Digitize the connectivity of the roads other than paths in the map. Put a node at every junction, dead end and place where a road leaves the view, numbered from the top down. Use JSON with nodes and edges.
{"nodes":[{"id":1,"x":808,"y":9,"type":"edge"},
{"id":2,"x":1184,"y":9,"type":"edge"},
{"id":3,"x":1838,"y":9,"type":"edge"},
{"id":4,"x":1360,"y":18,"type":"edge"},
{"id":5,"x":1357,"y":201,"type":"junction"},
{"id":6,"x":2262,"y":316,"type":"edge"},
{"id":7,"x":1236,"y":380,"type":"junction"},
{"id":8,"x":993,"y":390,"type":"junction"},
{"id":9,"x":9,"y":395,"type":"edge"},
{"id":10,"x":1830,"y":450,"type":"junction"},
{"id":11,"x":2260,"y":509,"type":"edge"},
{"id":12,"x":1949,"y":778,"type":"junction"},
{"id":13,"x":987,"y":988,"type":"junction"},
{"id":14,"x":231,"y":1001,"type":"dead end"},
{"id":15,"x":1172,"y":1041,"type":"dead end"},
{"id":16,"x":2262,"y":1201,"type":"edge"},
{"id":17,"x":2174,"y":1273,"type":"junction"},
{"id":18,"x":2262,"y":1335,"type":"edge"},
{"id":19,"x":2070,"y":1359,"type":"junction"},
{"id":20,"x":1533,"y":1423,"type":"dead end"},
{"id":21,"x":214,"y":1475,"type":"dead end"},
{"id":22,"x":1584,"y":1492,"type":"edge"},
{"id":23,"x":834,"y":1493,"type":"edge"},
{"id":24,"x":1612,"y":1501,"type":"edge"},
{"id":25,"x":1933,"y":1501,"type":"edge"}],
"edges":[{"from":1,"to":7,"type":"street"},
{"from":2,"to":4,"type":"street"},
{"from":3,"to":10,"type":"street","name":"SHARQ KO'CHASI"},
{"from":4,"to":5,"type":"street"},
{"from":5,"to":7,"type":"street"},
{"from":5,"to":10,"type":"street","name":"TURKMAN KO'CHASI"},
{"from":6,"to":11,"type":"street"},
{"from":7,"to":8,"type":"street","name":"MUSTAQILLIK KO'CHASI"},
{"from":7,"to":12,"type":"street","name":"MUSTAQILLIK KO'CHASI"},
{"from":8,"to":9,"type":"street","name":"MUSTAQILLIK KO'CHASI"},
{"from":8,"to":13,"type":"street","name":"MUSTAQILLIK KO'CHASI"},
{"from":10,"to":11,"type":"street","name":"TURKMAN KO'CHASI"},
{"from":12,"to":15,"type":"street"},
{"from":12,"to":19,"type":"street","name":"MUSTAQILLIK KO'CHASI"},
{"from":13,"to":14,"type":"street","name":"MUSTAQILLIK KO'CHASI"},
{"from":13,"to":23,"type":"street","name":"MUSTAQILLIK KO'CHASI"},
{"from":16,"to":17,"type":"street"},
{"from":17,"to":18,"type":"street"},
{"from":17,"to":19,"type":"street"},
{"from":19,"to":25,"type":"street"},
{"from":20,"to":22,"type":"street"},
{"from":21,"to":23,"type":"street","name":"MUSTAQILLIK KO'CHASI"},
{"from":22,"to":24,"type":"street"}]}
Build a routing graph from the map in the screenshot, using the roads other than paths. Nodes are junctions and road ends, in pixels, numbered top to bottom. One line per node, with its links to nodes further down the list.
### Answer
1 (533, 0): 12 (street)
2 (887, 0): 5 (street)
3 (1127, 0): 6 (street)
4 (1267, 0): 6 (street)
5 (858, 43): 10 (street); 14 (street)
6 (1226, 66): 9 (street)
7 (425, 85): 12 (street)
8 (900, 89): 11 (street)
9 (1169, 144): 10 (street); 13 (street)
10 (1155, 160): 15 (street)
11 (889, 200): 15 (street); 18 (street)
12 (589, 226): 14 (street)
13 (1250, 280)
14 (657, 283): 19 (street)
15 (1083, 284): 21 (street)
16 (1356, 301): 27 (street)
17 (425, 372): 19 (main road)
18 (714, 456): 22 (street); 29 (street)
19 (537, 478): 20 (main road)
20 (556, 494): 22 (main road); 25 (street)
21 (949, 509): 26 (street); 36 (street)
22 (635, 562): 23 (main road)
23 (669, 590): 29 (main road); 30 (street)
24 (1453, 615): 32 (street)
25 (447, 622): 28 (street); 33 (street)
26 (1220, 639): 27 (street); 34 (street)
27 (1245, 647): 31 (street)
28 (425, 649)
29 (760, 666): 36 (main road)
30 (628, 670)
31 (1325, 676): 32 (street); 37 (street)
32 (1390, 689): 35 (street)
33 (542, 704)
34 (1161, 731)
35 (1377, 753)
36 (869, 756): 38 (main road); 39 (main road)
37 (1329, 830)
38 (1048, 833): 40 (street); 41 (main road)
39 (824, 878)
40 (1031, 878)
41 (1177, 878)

▶ [REQUIRED WORK]
Copy all lines from the material above that hold the word "numbered".

▶ [SOLUTION FOR THIS EXERCISE]
Digitize the connectivity of the roads other than paths in the map. Put a node at every junction, dead end and place where a road leaves the view, numbered from the top down. Use JSON with nodes and edges.
Build a routing graph from the map in the screenshot, using the roads other than paths. Nodes are junctions and road ends, in pixels, numbered top to bottom. One line per node, with its links to nodes further down the list.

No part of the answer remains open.